# TASK DESCRIPTION
Could you filter the records below down to the lines that include the word "Kühläcker"?

# MATERIAL TO PROCESS

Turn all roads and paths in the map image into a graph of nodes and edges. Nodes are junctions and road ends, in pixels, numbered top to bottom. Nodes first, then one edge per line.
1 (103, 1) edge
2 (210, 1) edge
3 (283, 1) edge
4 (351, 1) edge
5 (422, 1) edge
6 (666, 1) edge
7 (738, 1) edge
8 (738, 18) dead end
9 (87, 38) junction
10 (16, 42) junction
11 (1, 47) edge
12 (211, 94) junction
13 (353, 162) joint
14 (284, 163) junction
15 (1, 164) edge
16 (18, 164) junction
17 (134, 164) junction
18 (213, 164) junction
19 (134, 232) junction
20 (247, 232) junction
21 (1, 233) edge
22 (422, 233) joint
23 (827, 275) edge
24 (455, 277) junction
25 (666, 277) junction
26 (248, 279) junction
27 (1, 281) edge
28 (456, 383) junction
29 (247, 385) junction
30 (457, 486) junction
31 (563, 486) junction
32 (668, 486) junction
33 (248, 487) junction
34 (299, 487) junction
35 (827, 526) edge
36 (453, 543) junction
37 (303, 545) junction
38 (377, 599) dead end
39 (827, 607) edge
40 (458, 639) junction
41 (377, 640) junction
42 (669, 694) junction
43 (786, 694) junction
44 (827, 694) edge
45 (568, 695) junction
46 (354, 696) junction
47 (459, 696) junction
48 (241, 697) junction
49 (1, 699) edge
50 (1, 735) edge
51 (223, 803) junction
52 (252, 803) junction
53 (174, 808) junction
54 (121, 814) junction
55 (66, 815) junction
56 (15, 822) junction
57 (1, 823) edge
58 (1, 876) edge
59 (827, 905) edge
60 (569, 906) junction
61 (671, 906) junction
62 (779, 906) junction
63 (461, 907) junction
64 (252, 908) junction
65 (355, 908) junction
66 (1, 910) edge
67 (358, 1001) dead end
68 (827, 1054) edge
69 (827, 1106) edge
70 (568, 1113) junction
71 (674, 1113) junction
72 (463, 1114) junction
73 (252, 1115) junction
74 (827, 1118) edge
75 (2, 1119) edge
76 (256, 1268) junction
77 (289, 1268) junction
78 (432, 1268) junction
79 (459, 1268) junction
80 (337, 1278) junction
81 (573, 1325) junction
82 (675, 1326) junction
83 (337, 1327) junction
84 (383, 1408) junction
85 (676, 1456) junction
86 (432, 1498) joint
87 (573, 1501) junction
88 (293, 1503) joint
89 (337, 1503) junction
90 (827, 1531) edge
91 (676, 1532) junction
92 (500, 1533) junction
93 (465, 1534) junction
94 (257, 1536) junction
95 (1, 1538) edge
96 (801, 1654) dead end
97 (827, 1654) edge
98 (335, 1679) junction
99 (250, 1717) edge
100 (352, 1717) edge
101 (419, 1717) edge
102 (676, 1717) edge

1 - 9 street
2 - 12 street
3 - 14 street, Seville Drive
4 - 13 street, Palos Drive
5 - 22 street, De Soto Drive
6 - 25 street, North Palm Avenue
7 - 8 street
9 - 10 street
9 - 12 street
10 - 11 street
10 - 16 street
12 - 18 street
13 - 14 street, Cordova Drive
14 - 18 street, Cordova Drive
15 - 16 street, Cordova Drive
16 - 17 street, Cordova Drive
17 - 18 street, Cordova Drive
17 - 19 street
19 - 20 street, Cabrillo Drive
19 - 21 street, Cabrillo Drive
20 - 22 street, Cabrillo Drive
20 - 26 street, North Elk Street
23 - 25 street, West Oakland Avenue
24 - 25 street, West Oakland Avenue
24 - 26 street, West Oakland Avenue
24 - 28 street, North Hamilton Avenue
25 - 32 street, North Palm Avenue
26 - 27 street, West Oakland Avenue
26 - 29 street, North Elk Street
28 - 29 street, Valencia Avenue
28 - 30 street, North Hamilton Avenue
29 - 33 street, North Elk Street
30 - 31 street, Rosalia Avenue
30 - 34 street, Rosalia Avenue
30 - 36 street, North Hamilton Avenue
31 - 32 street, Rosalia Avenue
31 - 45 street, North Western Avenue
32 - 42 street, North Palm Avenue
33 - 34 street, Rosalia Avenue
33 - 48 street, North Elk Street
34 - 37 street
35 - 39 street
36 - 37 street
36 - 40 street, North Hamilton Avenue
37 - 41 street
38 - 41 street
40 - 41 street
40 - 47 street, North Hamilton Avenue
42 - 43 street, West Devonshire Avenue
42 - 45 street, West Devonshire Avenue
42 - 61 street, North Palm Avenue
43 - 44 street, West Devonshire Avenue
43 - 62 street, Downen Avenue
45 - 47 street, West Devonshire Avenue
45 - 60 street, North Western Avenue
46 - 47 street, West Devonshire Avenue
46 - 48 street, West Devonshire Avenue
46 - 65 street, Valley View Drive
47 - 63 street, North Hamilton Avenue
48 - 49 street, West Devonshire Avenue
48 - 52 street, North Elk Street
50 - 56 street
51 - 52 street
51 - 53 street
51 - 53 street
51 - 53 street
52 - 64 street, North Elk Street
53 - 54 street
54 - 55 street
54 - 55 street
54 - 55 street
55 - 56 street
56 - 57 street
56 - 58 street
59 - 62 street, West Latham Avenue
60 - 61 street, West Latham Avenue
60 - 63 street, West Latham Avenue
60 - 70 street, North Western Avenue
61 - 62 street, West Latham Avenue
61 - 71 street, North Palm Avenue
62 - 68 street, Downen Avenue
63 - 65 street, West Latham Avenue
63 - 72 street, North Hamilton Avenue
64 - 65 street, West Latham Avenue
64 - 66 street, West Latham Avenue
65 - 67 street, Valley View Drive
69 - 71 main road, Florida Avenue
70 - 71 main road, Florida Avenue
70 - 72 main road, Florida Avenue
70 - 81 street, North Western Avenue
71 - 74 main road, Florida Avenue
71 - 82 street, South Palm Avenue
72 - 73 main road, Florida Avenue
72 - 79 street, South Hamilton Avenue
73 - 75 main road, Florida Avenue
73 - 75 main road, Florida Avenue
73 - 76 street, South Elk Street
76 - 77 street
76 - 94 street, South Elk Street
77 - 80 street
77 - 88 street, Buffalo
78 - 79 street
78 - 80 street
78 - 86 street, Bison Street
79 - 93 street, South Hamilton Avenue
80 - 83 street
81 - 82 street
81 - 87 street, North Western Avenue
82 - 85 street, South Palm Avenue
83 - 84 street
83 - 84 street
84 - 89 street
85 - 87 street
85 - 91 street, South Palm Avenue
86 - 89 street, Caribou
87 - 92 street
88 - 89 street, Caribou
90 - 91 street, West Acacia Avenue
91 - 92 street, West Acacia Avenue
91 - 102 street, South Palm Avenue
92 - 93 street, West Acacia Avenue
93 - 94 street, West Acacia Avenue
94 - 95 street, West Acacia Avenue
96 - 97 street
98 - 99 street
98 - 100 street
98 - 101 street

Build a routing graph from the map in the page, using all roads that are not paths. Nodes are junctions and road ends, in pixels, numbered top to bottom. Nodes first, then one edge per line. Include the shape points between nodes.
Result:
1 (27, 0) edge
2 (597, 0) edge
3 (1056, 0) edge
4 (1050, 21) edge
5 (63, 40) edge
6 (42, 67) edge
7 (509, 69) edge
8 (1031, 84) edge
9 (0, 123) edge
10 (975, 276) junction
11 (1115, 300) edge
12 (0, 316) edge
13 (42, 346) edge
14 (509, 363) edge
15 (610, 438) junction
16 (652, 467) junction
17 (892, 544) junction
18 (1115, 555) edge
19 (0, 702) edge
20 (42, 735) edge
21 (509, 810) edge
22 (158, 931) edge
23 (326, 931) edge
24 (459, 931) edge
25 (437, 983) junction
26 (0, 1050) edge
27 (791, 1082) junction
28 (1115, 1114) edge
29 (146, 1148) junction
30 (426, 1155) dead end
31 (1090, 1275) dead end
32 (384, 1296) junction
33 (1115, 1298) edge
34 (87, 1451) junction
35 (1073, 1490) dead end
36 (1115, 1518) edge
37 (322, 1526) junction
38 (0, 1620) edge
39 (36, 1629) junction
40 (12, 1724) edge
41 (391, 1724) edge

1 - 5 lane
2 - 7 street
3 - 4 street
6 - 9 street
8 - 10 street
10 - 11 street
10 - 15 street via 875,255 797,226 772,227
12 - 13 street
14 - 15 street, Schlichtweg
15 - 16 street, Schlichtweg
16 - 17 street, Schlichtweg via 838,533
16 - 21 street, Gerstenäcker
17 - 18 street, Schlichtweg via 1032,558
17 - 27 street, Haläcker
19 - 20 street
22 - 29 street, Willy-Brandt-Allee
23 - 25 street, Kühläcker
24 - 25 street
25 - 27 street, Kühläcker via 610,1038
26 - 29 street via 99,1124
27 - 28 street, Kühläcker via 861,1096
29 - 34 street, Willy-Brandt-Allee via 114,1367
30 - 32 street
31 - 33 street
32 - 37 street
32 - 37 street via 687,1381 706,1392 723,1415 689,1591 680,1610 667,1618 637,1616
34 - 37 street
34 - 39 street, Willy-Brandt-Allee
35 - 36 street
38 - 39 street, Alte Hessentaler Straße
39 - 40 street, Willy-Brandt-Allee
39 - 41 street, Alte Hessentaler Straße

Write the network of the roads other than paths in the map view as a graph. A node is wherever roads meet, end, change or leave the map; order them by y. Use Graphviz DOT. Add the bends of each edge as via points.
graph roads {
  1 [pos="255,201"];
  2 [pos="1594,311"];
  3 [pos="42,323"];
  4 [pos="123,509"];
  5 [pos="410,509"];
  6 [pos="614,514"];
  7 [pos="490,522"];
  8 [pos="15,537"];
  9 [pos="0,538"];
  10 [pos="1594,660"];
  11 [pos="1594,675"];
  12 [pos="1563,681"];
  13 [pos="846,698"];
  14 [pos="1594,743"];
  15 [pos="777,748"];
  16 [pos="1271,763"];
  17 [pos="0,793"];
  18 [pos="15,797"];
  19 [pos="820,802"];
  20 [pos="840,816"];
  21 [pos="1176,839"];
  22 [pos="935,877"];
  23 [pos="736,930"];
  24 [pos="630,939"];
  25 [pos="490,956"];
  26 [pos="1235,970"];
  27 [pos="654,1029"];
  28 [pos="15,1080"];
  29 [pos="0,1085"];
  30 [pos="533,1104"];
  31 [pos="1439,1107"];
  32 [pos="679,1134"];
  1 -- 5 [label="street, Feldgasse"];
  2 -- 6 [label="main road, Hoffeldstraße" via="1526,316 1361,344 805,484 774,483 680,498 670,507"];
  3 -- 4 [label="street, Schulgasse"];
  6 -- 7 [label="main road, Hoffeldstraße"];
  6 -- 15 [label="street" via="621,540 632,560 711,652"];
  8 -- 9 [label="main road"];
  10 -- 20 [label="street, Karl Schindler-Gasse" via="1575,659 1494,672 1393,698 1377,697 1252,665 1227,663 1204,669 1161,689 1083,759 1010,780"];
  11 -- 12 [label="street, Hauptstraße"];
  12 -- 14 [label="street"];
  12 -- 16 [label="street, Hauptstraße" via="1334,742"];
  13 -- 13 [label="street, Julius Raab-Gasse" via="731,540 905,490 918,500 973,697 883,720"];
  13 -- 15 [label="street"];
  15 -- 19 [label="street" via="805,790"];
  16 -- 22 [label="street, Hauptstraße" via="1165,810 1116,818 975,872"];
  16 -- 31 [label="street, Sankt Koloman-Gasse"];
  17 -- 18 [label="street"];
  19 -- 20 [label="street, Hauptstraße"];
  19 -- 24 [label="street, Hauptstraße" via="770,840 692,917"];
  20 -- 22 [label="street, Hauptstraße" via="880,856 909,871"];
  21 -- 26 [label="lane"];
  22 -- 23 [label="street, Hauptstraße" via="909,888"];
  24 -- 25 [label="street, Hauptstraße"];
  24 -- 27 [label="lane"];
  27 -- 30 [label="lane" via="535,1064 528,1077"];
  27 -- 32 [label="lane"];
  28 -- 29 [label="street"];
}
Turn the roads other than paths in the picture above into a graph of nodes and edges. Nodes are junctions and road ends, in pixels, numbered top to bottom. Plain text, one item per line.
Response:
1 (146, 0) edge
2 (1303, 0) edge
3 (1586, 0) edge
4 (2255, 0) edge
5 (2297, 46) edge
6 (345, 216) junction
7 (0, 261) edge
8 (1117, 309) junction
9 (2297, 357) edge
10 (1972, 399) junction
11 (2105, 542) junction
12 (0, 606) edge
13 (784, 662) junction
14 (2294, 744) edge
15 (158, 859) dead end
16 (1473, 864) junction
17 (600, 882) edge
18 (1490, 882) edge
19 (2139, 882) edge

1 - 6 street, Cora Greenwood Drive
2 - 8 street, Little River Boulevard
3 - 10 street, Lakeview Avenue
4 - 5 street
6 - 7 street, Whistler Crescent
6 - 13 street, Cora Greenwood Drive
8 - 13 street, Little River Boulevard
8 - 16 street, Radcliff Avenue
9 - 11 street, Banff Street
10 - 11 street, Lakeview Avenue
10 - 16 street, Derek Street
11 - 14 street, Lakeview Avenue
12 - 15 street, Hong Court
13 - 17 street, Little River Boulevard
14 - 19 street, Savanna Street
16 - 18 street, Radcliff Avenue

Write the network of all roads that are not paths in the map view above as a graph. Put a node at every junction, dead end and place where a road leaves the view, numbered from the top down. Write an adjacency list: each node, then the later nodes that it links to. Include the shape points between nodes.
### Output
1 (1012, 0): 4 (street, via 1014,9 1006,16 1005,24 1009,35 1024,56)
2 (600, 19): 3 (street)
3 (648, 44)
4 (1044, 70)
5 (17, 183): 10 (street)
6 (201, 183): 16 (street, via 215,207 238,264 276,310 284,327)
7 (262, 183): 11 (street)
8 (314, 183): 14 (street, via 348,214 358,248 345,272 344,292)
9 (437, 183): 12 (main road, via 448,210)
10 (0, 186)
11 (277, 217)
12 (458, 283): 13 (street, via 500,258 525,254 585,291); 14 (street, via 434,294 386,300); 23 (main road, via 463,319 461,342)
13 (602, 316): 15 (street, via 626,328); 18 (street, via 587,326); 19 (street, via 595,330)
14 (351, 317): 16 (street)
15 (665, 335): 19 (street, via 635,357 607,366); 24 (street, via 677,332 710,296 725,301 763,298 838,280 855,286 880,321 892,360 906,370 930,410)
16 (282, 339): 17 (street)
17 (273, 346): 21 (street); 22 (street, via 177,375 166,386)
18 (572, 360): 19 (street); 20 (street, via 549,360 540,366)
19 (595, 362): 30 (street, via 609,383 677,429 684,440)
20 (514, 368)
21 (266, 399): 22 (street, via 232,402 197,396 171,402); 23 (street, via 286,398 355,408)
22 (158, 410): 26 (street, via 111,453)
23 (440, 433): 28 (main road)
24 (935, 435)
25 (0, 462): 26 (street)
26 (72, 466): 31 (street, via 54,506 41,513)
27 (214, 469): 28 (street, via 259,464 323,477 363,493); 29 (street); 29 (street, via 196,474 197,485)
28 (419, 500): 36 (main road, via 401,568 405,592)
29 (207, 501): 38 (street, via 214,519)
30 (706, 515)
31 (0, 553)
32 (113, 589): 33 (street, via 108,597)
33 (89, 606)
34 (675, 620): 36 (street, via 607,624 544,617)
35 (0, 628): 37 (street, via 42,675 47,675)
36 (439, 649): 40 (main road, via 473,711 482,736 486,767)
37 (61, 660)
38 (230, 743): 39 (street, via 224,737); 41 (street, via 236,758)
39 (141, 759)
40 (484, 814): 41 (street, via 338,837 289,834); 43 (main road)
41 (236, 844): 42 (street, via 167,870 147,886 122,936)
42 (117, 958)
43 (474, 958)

# TASK RESPONSE
23 - 25 street, Kühläcker
25 - 27 street, Kühläcker via 610,1038
27 - 28 street, Kühläcker via 861,1096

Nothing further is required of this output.